Gear Cube
Invented by Oskar van Deventer, purchased from Mefferts, 2010.
(plastic, 2.3 inches)
Looks like a complicated version of
Rubik's Cube,
but is actually much easier to solve
(see the
Gear Cube Extreme
for a harder to solve version).
Here is the puzzle solved,
the right face rotated 90 degrees,
and the right face rotated 180 degrees:
Call the operation of rotating a face 180 degrees a
flip;
it is the
only
thing you can do:
-
A 90 degree rotation of a face locks up the puzzle.
-
Middle layers can only be manipulated by flip operations.
-
A flip cycles the adjacent middle layer by 90 degrees and rotates its 4 gear edges by 60 degrees each;
3 flips returns the adjacent middle layer to flat,
and 12 flips returns you to exactly where you started.
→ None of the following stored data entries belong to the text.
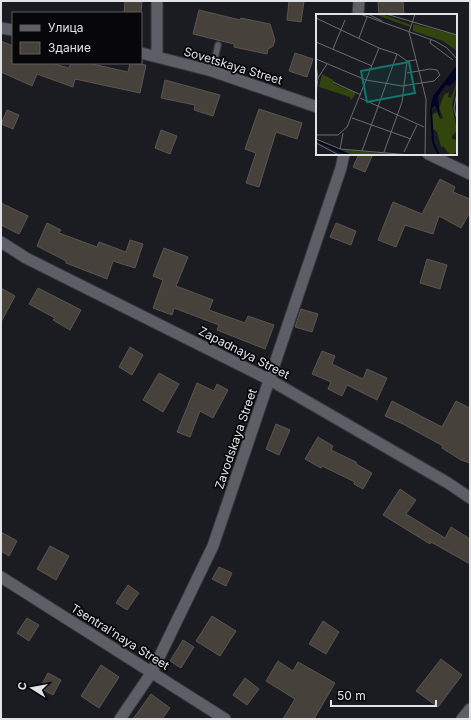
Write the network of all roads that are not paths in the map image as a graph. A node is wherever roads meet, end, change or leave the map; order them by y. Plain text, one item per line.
1 (157, 1) edge
2 (359, 1) edge
3 (358, 14) edge
4 (1, 28) edge
5 (12, 30) edge
6 (218, 45) dead end
7 (142, 53) edge
8 (157, 56) junction
9 (212, 71) junction
10 (316, 107) edge
11 (344, 155) edge
12 (430, 155) edge
13 (470, 174) edge
14 (1, 242) edge
15 (270, 380) junction
16 (470, 498) edge
17 (1, 577) edge
18 (152, 672) junction
19 (470, 709) edge
20 (120, 719) edge
21 (226, 719) edge
22 (462, 719) edge

1 - 8 street
2 - 3 street
4 - 5 street
6 - 9 lane
7 - 8 street, Sovetskaya Street
8 - 9 street, Sovetskaya Street
9 - 10 street, Sovetskaya Street
11 - 15 street, Zavodskaya Street
12 - 13 street
14 - 15 street, Zapadnaya Street
15 - 16 street, Zapadnaya Street
15 - 18 street, Zavodskaya Street
17 - 18 street, Tsentral'naya Street
18 - 20 street, Zavodskaya Street
18 - 21 street, Tsentral'naya Street
19 - 22 street

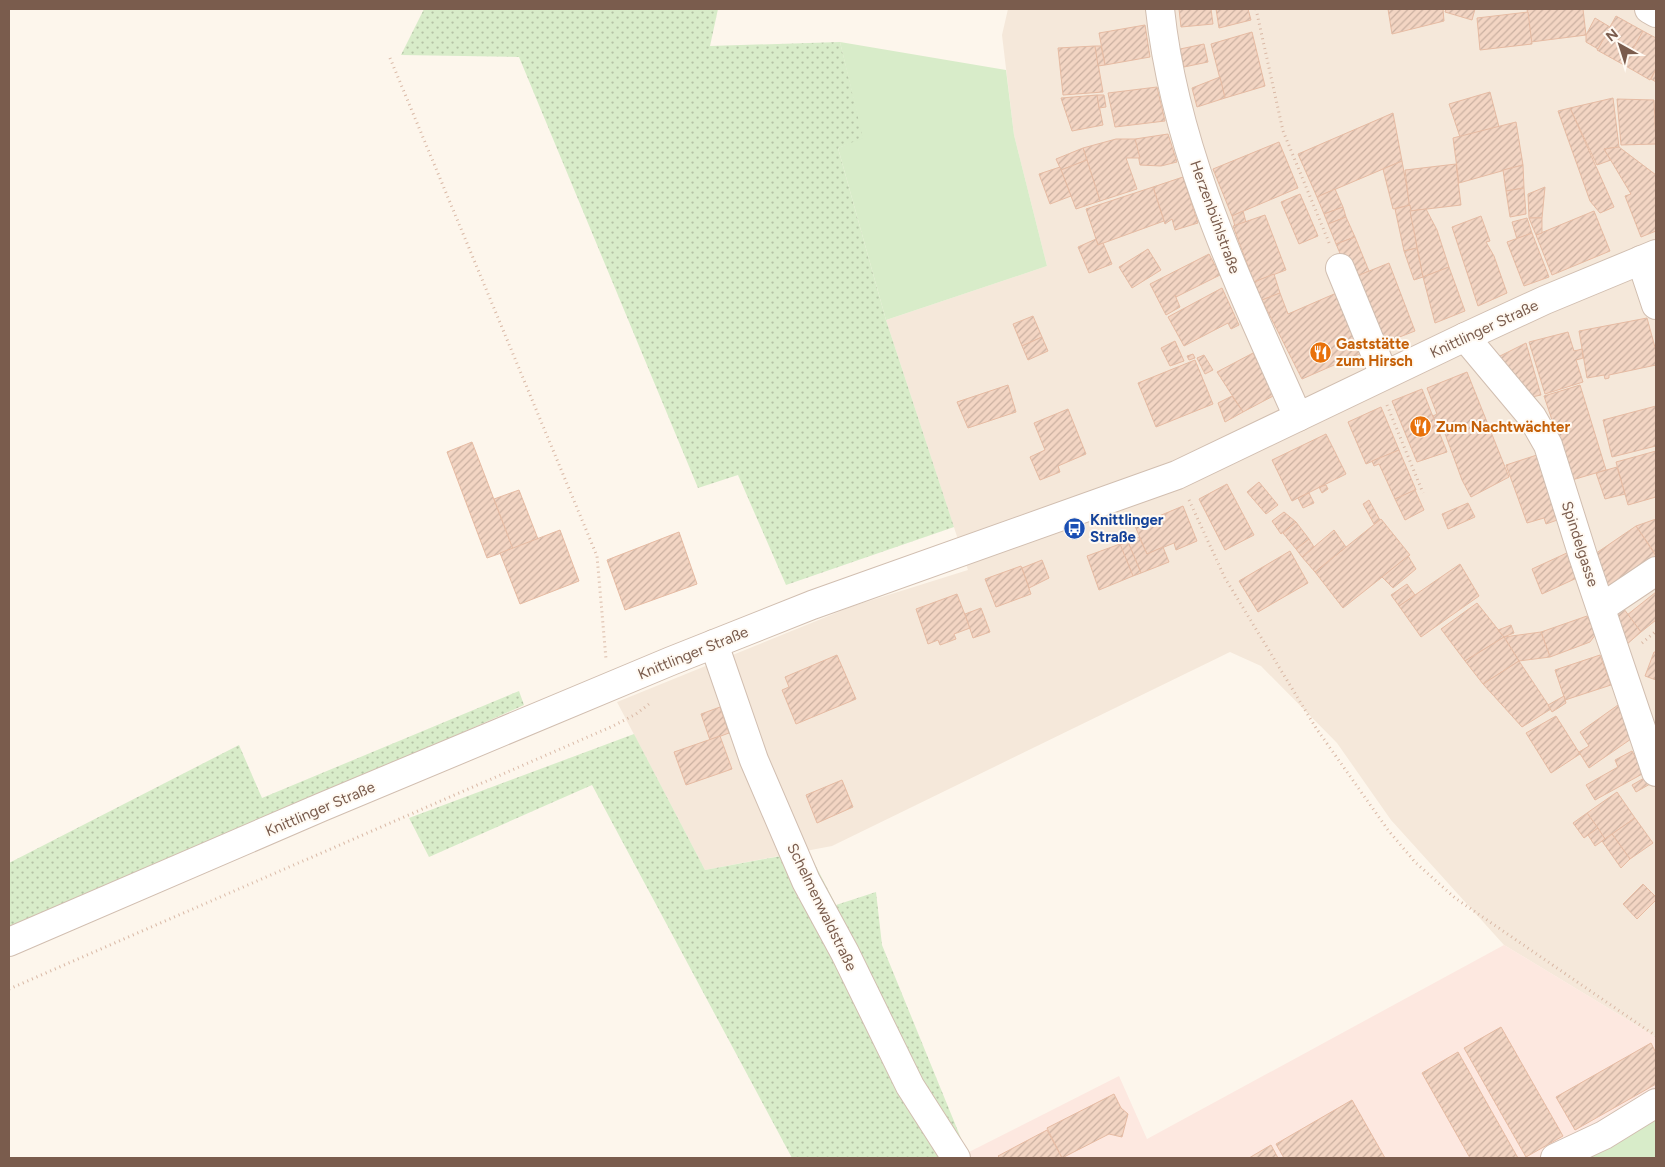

A flip also has the effect of reordering two of the gear edges in each of the other two middle layers.
-
Centers move around, but gear edges of a middle layer never leave that layer.
Jaap's Page presents a solution.
Here is an approach that requires essentially no memorization:
-
Restore puzzle to be flat (easy - do flips as needed).
-
Solve the corners (easy - faces cannot rotate 90 degrees).
-
Use step A to solve as much as possible, use Step B, and repeat until solved (repositioning the cube as appropriate):
-
Flip the right face clockwise 6 times.
(Exchanges front/rear and top/bottom of the vertical center layer).
-
Flip the bottom face clockwise,
flip the right face twice clockwise,
flip the bottom face counter clockwise,
flip the right face twice counter clockwise.
(Exchanges front/rear of vertical center layer and left/right centers.)